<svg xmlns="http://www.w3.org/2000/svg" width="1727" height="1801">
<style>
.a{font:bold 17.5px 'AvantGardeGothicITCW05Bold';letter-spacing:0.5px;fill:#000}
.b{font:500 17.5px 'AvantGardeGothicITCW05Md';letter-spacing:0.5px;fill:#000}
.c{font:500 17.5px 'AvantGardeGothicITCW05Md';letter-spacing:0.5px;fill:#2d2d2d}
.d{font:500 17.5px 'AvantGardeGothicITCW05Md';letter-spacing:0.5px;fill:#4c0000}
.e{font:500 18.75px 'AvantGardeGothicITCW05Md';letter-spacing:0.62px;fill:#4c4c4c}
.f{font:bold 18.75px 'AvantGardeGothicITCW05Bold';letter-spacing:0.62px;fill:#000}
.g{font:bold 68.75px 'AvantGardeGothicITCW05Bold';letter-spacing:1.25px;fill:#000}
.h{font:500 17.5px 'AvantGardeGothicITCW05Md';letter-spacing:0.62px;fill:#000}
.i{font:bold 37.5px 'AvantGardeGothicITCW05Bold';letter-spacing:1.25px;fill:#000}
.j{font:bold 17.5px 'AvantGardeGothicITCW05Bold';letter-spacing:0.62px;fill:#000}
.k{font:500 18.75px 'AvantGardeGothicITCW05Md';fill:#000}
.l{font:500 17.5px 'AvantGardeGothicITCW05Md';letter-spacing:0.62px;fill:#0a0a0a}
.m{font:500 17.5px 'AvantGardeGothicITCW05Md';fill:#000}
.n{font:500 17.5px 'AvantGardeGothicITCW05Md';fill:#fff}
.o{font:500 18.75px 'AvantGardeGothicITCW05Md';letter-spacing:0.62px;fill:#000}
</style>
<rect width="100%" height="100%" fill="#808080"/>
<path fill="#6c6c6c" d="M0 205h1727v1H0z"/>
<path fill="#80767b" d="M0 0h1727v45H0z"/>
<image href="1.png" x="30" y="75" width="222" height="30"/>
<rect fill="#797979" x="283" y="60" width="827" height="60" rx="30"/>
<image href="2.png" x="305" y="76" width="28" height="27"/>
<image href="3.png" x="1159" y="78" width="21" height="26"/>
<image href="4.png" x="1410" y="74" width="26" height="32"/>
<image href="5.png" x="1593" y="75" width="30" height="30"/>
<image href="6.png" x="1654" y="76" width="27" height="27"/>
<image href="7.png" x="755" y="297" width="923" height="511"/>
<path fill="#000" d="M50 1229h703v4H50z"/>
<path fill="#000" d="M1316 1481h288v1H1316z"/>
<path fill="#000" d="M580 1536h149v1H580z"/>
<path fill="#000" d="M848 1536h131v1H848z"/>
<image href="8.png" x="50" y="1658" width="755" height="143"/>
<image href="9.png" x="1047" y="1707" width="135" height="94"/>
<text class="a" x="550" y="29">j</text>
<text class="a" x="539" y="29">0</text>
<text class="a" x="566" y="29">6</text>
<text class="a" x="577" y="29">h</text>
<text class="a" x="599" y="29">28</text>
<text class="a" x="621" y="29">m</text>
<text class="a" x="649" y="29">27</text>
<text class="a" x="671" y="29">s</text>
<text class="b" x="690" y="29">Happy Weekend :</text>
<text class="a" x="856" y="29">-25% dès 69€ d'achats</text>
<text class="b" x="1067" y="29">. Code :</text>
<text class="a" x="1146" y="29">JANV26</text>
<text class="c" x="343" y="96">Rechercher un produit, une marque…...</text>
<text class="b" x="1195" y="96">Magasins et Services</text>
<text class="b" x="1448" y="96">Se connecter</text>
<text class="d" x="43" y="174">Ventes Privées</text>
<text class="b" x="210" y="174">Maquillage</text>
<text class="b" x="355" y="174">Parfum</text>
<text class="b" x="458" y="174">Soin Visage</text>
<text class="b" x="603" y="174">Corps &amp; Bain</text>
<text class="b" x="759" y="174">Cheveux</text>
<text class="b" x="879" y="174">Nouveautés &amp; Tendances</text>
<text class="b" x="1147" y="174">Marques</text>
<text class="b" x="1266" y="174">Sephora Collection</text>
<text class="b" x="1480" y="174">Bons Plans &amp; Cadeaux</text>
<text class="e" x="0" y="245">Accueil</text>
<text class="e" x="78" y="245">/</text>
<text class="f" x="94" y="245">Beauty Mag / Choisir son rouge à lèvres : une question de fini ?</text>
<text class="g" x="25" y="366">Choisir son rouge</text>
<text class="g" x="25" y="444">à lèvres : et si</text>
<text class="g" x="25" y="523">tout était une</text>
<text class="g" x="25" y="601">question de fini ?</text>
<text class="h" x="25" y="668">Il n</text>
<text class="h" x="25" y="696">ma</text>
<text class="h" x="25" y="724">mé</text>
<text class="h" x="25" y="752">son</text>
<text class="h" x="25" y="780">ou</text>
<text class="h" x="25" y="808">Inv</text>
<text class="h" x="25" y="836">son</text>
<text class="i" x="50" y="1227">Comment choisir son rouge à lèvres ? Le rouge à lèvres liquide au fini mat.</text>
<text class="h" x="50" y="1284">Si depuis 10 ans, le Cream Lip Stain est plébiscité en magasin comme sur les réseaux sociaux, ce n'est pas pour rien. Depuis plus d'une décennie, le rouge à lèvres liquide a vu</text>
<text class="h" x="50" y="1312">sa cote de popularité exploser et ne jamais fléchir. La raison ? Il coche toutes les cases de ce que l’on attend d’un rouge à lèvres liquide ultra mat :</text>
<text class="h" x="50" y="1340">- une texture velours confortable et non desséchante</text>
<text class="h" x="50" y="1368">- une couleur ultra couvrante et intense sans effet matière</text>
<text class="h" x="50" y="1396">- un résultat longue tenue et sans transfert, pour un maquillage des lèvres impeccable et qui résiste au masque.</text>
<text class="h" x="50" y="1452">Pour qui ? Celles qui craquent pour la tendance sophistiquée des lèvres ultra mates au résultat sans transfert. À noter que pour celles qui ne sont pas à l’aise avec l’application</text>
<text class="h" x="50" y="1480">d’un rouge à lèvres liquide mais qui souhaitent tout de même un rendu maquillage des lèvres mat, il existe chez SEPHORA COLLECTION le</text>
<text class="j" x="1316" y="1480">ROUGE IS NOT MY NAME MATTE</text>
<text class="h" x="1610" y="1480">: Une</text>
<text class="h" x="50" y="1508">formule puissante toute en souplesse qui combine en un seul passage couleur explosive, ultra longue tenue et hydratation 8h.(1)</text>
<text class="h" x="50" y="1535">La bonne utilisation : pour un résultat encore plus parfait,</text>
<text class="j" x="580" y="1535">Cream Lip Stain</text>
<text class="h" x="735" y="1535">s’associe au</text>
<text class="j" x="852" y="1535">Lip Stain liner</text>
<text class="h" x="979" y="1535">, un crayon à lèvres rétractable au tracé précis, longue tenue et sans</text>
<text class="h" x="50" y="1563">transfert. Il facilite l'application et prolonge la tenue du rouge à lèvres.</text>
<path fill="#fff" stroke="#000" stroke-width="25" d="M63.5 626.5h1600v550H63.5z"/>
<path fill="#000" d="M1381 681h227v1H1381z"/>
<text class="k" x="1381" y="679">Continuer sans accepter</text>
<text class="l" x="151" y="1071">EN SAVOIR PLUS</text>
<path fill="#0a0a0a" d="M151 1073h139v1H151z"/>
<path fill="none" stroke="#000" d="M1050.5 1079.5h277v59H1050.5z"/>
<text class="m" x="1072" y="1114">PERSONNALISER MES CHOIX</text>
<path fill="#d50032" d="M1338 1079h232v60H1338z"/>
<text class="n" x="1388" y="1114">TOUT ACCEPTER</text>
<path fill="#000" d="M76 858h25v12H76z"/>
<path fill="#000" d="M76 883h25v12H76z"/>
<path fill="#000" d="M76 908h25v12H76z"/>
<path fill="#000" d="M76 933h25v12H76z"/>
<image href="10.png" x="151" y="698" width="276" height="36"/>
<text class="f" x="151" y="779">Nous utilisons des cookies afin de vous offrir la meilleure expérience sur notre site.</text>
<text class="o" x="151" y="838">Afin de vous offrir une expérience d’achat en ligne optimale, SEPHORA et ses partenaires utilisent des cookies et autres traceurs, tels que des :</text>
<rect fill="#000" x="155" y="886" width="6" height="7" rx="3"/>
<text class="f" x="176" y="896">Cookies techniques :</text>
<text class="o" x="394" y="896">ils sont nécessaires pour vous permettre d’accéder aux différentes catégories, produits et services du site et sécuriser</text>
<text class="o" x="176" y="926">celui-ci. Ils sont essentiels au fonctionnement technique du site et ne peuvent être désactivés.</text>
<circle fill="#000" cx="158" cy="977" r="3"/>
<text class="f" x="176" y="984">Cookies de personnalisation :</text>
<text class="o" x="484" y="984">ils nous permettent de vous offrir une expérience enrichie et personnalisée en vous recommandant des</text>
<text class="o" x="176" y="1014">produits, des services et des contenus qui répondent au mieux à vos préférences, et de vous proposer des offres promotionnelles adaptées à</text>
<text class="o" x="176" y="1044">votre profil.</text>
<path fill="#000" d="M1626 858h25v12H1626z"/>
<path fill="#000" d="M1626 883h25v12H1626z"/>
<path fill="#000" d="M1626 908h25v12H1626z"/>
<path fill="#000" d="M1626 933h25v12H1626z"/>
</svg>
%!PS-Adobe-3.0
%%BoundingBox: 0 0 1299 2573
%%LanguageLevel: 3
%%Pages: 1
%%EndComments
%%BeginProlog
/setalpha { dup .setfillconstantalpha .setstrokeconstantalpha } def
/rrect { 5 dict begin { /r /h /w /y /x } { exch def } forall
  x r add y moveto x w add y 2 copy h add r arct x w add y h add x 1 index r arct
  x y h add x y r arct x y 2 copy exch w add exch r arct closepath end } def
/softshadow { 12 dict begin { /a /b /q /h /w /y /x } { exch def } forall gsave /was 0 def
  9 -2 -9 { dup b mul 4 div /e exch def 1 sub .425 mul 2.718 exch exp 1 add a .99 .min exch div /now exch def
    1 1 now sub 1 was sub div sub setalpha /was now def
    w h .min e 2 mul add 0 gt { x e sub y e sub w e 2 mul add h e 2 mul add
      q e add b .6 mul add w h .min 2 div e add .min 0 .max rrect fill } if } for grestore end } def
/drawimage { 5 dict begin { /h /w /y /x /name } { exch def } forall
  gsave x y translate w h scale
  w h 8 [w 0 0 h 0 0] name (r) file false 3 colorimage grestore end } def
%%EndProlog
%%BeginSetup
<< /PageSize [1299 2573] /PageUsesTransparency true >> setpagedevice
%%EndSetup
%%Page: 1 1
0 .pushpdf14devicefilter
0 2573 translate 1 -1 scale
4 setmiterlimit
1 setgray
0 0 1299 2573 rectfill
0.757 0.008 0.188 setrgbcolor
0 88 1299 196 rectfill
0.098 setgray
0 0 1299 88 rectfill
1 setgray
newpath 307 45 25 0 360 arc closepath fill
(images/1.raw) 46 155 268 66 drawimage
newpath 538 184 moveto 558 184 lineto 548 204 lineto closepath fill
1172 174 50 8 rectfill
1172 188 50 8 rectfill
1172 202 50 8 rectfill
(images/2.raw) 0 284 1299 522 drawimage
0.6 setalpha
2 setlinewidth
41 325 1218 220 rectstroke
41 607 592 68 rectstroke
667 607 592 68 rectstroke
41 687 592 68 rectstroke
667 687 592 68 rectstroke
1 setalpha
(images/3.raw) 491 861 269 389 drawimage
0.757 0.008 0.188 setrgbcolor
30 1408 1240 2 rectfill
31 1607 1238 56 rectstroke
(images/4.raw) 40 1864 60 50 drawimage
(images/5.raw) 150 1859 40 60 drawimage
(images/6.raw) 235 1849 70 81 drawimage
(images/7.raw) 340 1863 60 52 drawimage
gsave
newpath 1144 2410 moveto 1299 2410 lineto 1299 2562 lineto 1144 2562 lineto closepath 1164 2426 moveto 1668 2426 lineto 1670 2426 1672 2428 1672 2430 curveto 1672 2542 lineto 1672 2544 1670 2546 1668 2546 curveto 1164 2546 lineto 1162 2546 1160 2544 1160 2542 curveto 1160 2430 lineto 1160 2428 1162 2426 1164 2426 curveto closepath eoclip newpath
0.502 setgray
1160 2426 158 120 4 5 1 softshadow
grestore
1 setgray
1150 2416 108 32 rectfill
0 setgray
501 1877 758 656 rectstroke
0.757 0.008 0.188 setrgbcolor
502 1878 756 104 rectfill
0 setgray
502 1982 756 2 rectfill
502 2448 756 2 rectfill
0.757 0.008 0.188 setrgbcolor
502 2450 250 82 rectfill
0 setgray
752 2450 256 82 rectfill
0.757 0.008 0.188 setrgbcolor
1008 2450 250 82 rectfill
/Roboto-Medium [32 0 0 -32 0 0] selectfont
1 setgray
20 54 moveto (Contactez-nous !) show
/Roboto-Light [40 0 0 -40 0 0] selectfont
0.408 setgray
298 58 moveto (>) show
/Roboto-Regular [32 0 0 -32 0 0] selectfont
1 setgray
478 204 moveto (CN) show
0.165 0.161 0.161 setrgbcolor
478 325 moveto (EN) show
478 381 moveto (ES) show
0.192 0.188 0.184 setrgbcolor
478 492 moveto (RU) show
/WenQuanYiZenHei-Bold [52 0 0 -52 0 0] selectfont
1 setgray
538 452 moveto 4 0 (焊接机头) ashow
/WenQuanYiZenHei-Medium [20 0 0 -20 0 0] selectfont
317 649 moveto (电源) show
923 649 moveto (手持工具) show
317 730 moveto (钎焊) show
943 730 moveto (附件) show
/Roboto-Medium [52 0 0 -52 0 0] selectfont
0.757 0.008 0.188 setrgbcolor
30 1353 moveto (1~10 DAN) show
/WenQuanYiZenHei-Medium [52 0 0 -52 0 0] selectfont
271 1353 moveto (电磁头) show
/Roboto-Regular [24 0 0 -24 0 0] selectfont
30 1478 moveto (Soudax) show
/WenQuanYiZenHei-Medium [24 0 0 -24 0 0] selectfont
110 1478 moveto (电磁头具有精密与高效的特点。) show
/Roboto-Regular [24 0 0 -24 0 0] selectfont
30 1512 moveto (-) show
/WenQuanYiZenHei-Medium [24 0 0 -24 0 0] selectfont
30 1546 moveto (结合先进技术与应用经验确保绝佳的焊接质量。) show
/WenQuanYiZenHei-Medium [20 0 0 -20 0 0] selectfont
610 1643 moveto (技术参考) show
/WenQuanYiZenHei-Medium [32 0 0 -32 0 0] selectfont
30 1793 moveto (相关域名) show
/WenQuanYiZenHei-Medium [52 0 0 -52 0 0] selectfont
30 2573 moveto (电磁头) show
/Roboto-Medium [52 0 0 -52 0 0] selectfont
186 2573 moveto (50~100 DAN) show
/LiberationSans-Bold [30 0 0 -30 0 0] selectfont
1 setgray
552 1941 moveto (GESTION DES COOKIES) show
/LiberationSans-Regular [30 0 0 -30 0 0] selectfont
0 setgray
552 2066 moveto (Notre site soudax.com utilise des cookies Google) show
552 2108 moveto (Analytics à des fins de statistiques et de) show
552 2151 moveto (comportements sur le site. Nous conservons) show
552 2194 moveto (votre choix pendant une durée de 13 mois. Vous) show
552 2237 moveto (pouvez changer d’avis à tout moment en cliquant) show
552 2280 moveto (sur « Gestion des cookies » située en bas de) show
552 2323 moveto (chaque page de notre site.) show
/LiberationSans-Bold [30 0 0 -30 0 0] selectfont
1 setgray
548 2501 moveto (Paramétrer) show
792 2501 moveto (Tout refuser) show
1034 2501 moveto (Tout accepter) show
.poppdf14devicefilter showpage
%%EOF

—————

Search the listing above for the string "translate" and return each line it appears on.

  gsave x y translate w h scale
0 2573 translate 1 -1 scale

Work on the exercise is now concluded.